Halfway through the Milan and Paris fashion week marathon, there's a feeling of same old, same old on the runway. A drought of new French and Italian labels has left two of fashion's biggest capitals in a rut.

"Innovation in this industry comes from young people," says Andrea Batilla, the director of Milan's Istituto Europeo di Design fashion school. "The market needs new names."

Sure, the styles have changed. Prada went from frilly garden prints last season to austere black lace last week. Dolce & Gabbana ditched its recent plasticized mini skirts and put women in plaid frocks that fell below the knee.

Yet the fashion week calendars are clogged with brand names that have existed for decades. Burdened by the administrative bureaucracy that befalls French and Italian entrepreneurs who try to start their own companies in any field, young designers are choosing to pour their talent into established brands. Especially amid the current credit squeeze, it's becoming even harder to find the funds to finance new startups.
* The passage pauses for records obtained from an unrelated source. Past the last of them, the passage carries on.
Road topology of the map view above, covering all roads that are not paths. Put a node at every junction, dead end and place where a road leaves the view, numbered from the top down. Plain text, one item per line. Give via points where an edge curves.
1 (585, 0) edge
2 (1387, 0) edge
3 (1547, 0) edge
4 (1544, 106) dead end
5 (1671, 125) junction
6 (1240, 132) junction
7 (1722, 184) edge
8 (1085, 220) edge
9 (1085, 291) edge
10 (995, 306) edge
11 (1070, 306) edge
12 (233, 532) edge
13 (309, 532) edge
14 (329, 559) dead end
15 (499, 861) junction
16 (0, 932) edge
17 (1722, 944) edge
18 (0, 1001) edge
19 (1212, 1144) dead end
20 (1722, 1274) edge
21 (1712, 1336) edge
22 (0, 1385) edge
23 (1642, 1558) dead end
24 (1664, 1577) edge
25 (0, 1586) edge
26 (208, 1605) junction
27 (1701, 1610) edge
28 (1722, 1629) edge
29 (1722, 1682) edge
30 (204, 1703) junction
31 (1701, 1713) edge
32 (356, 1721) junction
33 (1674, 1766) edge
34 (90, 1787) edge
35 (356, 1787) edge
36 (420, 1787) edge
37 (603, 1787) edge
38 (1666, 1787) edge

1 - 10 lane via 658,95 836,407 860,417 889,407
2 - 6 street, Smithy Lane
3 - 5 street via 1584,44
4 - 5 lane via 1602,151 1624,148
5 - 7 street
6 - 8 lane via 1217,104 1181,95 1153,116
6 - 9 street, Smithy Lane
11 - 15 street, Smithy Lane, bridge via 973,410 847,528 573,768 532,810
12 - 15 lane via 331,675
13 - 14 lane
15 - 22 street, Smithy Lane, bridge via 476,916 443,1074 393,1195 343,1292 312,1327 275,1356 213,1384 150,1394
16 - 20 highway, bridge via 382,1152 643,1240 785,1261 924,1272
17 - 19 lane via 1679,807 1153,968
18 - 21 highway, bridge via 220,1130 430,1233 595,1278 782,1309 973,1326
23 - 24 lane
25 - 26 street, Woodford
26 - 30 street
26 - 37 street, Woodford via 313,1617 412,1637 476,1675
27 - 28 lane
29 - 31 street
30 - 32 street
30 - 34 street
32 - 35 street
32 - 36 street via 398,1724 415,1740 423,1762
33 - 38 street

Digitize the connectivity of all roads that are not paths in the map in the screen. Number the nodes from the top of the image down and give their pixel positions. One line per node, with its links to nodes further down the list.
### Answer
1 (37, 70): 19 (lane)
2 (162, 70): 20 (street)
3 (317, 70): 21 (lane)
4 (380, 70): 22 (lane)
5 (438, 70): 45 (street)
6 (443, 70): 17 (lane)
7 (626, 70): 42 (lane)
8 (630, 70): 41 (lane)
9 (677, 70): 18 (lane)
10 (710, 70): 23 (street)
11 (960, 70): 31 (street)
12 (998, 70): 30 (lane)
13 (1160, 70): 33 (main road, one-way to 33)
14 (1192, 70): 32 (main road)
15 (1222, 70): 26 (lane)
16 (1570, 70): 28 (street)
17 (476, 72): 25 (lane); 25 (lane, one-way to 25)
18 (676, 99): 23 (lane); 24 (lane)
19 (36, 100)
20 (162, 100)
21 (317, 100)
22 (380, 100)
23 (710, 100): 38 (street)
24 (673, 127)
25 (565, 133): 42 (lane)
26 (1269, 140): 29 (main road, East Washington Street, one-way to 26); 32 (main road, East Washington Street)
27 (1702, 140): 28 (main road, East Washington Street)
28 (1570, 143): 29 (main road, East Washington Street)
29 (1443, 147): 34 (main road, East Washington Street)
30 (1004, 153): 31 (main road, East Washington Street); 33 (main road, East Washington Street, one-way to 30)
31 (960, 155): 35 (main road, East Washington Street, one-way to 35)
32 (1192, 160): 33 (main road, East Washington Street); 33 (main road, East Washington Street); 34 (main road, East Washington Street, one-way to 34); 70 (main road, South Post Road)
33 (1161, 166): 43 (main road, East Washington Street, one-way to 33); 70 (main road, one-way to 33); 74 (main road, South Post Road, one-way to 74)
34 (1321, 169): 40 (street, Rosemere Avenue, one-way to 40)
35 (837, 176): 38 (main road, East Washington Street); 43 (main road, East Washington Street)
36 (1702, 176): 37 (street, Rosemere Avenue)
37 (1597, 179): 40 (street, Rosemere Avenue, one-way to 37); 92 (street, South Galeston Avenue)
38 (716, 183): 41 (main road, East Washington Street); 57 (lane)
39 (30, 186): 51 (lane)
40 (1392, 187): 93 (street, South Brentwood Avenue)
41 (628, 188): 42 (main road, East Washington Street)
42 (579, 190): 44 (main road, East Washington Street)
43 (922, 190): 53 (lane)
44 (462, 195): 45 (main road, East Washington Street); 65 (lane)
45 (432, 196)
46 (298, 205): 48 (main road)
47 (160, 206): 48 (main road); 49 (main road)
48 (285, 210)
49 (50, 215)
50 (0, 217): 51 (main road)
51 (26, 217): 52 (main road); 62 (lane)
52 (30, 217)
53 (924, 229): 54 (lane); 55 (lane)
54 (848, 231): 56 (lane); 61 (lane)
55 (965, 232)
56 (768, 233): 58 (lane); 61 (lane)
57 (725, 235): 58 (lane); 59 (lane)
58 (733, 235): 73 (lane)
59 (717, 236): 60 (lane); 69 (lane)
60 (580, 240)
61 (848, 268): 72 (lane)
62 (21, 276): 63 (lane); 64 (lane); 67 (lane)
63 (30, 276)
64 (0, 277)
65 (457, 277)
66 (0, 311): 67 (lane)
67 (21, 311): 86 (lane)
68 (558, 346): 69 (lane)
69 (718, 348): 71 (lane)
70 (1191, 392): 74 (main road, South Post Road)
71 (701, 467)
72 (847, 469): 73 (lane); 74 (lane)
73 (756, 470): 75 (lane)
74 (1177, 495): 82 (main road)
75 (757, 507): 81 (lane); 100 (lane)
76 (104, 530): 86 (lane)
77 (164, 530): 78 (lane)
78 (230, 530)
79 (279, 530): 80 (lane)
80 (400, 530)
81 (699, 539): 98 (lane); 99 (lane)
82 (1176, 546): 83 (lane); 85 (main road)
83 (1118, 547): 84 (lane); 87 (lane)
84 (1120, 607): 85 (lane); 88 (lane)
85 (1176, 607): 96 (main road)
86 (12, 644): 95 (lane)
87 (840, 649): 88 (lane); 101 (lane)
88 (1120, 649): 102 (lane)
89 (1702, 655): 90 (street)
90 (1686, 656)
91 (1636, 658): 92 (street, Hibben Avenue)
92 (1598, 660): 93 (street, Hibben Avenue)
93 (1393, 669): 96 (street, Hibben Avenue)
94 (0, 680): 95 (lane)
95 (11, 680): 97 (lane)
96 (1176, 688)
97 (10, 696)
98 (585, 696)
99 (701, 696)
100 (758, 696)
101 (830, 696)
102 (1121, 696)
"In Italy, the big names are an industrial reality that makes it harder for young designers," says Roberto Rimondi, one half of the Italian design duo behind 6267. Their label, the hottest to emerge from Milan in many years, won a Vogue Italia-sponsored emerging talent competition three years ago.

As a result, young designers are more likely to gravitate toward the relative security of working for an old-but-established brand than starting their own label. Case in point: The two most highly-anticipated new names in Paris this week are employed by established fashion houses. Thirty-five-year-old Alessandra Facchinetti is debuting as Valentino's new designer at her catwalk show Thursday. She was previously the head of womenswear at Gucci. Esteban Cortazar, a 23-year-old Colombian, gave up his namesake line last December to design for Emanuel Ungaro.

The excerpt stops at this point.